EXERCISE
Using the material below, work out how many lines contain "place". Only the number is wanted.

DATA TO USE
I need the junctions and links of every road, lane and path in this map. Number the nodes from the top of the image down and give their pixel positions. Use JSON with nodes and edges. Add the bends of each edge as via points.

* * *

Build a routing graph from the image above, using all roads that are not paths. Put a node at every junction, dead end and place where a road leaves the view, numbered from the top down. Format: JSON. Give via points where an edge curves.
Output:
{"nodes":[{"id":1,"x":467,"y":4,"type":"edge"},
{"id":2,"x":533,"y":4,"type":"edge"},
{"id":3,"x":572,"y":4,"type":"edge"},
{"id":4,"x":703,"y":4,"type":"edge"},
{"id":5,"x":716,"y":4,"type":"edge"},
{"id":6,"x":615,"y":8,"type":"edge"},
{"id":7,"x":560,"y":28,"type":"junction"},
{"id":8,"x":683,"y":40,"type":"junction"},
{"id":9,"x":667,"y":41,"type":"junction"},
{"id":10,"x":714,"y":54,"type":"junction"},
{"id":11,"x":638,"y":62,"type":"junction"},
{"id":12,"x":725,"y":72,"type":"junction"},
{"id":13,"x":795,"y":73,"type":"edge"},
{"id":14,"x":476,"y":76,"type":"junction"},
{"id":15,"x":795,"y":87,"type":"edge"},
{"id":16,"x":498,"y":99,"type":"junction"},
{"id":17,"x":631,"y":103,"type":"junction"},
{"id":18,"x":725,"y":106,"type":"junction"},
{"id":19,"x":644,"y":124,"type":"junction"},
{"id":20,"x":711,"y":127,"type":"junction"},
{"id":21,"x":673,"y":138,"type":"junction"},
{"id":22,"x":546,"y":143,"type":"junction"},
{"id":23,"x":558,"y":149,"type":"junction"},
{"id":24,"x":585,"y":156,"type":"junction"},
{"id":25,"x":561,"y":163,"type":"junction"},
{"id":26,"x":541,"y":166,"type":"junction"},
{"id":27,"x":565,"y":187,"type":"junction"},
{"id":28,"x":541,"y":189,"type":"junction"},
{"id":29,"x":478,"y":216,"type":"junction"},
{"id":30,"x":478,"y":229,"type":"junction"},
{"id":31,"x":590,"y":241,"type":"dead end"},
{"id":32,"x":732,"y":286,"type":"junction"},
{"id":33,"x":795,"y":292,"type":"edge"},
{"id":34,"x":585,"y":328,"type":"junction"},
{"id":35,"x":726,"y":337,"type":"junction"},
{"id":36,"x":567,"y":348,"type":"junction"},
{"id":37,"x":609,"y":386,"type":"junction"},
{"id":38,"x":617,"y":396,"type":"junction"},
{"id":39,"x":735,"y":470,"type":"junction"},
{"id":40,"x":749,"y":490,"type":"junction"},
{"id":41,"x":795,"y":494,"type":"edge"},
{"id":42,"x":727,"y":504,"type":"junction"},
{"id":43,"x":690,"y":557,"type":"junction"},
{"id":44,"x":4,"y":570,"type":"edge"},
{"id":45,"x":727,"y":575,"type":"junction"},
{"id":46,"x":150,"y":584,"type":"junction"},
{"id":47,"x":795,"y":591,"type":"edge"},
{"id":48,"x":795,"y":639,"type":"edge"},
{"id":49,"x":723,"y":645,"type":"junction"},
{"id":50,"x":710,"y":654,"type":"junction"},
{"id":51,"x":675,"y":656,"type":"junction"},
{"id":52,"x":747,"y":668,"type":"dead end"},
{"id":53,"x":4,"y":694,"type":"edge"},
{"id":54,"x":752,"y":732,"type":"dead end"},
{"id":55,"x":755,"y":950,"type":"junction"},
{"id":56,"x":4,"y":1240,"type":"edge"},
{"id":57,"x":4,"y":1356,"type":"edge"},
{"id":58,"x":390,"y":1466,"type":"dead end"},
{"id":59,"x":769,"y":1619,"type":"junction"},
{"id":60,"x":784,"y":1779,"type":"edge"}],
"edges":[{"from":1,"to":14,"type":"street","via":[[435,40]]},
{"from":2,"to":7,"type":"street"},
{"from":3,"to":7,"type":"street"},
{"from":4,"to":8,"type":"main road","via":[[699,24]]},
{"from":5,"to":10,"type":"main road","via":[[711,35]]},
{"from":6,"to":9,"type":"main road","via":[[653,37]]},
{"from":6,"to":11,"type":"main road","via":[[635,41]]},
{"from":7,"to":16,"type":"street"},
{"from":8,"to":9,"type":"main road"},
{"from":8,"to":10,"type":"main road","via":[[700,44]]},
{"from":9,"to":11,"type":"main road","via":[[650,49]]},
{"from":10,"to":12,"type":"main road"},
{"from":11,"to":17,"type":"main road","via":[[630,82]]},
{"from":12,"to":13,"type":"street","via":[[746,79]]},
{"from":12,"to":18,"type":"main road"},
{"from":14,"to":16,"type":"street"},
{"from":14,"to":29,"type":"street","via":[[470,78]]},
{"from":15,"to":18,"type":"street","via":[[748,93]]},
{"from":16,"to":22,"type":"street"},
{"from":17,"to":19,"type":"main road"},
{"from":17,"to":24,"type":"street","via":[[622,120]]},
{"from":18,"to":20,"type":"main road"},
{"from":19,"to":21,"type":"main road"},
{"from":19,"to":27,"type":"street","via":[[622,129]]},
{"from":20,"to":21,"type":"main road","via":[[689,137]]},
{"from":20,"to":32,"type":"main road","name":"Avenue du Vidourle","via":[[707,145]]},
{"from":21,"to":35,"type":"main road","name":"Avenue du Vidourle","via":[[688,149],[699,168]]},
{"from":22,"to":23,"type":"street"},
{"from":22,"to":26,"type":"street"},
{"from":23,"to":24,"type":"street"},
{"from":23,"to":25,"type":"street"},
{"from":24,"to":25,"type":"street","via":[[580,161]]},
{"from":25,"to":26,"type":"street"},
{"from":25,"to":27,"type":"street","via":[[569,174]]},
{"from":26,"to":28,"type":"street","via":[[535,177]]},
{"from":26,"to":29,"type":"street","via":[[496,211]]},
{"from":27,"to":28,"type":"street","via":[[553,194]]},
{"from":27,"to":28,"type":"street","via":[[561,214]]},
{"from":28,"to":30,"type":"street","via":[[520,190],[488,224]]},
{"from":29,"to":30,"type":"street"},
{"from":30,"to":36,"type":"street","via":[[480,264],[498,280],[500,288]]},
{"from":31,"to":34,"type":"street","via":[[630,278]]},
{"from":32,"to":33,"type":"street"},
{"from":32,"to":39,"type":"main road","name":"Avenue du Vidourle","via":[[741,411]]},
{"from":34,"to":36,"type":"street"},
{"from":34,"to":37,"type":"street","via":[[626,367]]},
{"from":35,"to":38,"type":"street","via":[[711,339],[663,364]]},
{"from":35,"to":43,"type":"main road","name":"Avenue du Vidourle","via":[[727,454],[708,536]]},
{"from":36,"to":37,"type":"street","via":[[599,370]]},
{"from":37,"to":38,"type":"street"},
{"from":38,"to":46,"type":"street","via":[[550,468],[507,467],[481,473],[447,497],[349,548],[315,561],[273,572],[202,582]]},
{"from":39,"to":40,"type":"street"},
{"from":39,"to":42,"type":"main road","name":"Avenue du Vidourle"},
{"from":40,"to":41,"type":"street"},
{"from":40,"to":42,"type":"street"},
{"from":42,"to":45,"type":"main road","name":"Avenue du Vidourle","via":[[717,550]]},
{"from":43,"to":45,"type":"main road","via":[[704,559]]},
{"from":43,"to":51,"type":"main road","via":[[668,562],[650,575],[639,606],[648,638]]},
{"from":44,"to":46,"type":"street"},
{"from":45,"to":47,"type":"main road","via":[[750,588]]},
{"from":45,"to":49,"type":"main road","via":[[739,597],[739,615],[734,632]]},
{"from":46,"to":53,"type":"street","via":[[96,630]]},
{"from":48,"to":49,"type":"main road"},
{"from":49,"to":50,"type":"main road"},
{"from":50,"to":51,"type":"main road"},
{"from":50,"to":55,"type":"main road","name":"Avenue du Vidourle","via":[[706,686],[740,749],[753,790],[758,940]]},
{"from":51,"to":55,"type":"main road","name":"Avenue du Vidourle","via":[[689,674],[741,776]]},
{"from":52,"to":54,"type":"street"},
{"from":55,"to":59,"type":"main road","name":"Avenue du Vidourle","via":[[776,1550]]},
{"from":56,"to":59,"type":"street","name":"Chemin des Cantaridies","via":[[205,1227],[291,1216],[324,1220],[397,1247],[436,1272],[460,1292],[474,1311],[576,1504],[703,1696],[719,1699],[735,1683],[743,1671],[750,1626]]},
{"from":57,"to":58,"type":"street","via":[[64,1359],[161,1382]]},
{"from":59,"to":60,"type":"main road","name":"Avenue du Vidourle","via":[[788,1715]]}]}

==

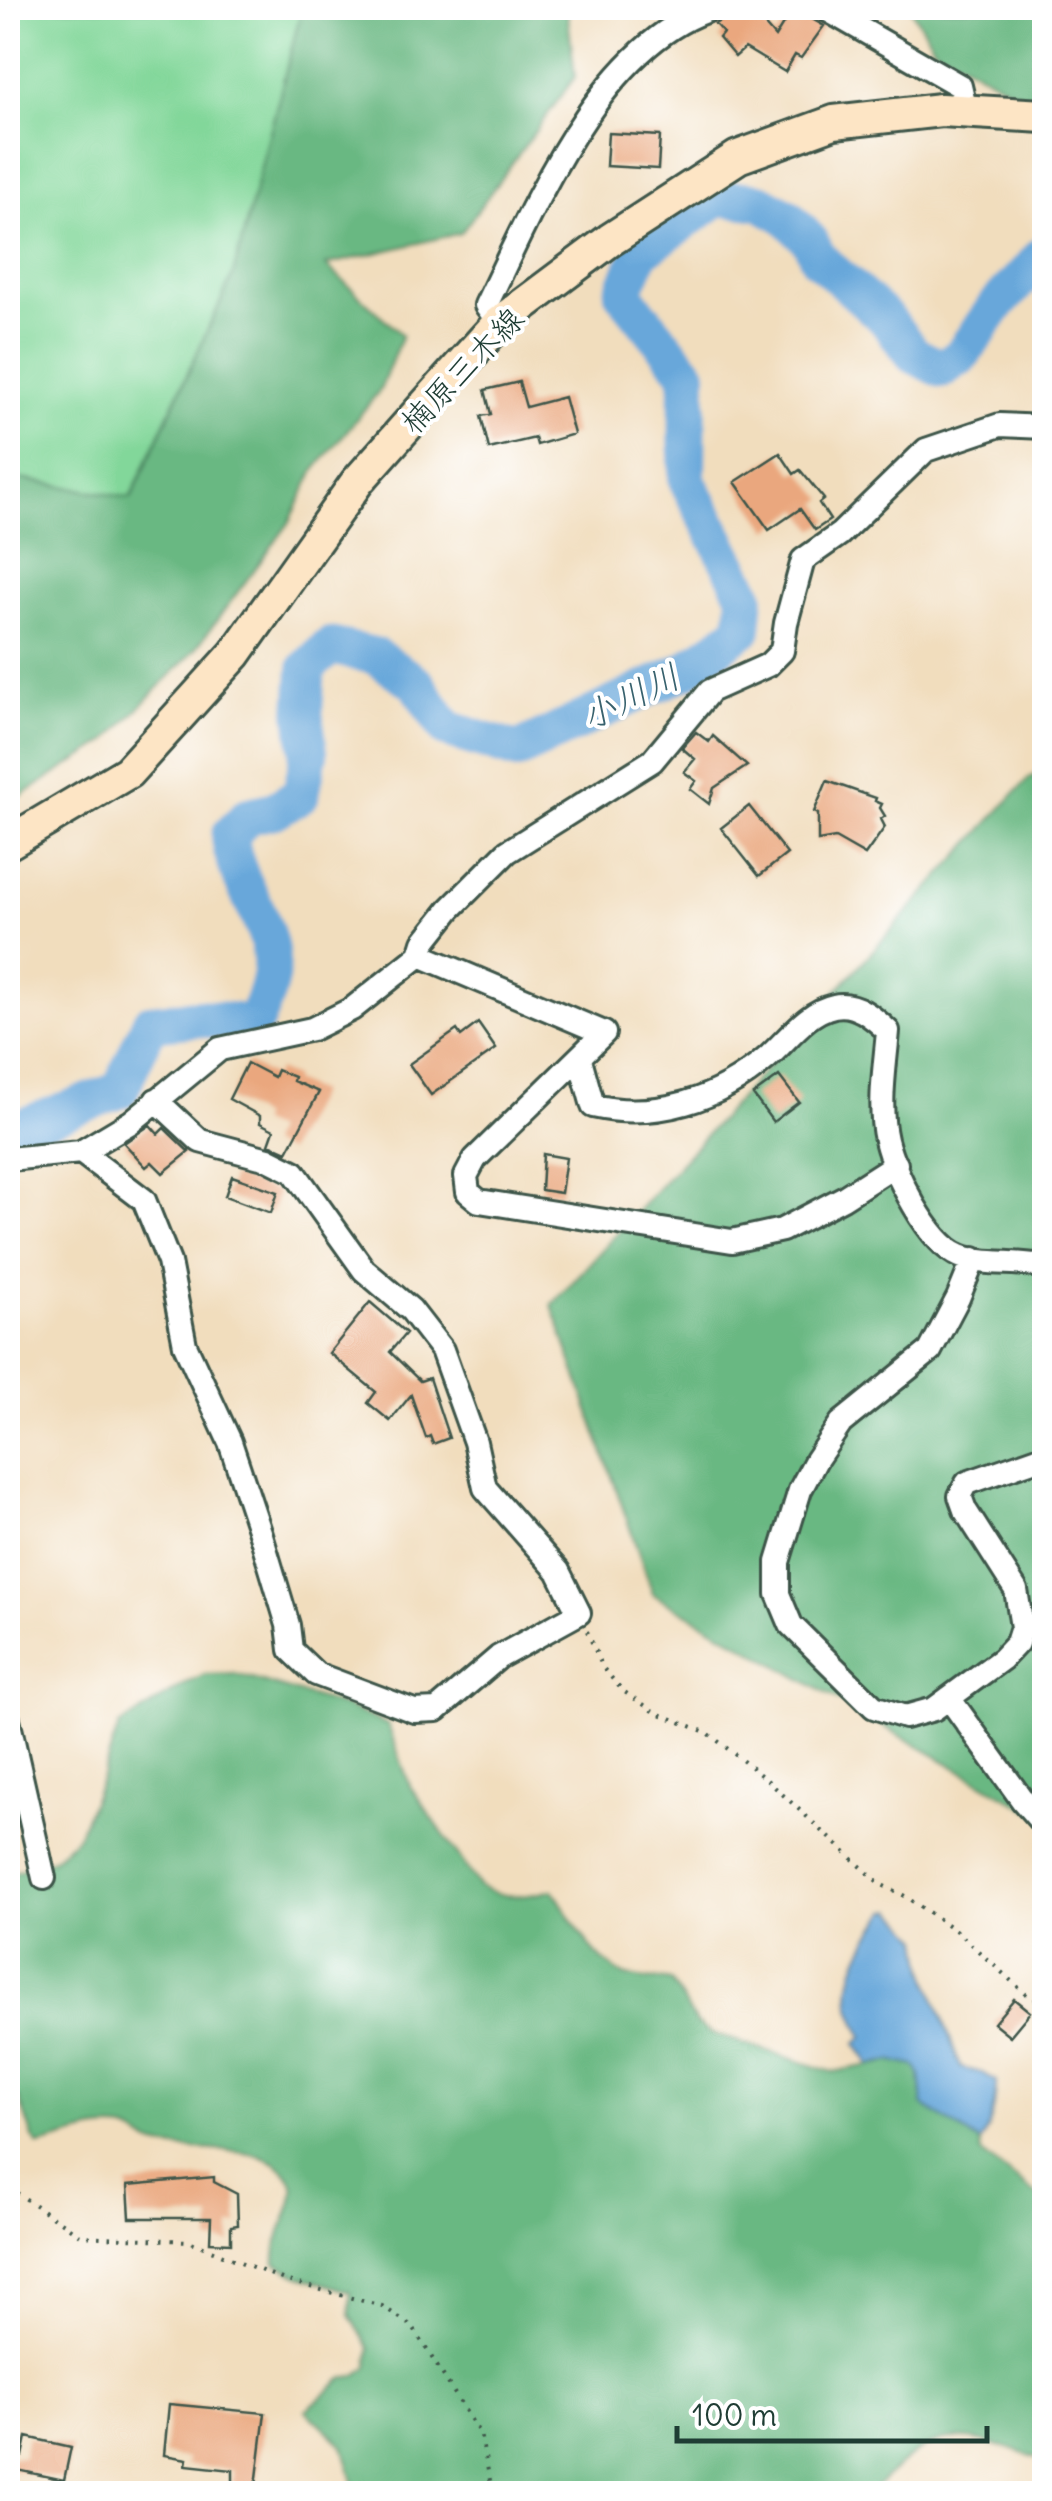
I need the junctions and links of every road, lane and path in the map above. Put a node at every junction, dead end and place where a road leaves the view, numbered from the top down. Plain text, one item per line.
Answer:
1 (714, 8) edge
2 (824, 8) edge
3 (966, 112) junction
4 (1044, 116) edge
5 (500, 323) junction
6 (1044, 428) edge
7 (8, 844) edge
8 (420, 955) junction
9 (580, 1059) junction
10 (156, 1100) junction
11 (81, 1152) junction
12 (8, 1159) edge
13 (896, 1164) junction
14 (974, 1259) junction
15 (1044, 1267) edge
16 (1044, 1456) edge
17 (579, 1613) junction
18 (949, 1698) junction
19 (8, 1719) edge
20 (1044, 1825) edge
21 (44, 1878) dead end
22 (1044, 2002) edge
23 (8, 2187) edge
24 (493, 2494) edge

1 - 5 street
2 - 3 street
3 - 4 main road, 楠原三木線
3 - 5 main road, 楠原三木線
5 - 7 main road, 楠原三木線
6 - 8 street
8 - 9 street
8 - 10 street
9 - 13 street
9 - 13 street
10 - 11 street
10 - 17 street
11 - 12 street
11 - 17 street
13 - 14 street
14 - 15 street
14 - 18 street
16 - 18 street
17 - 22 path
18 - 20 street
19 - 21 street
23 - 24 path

ANSWER BOX
2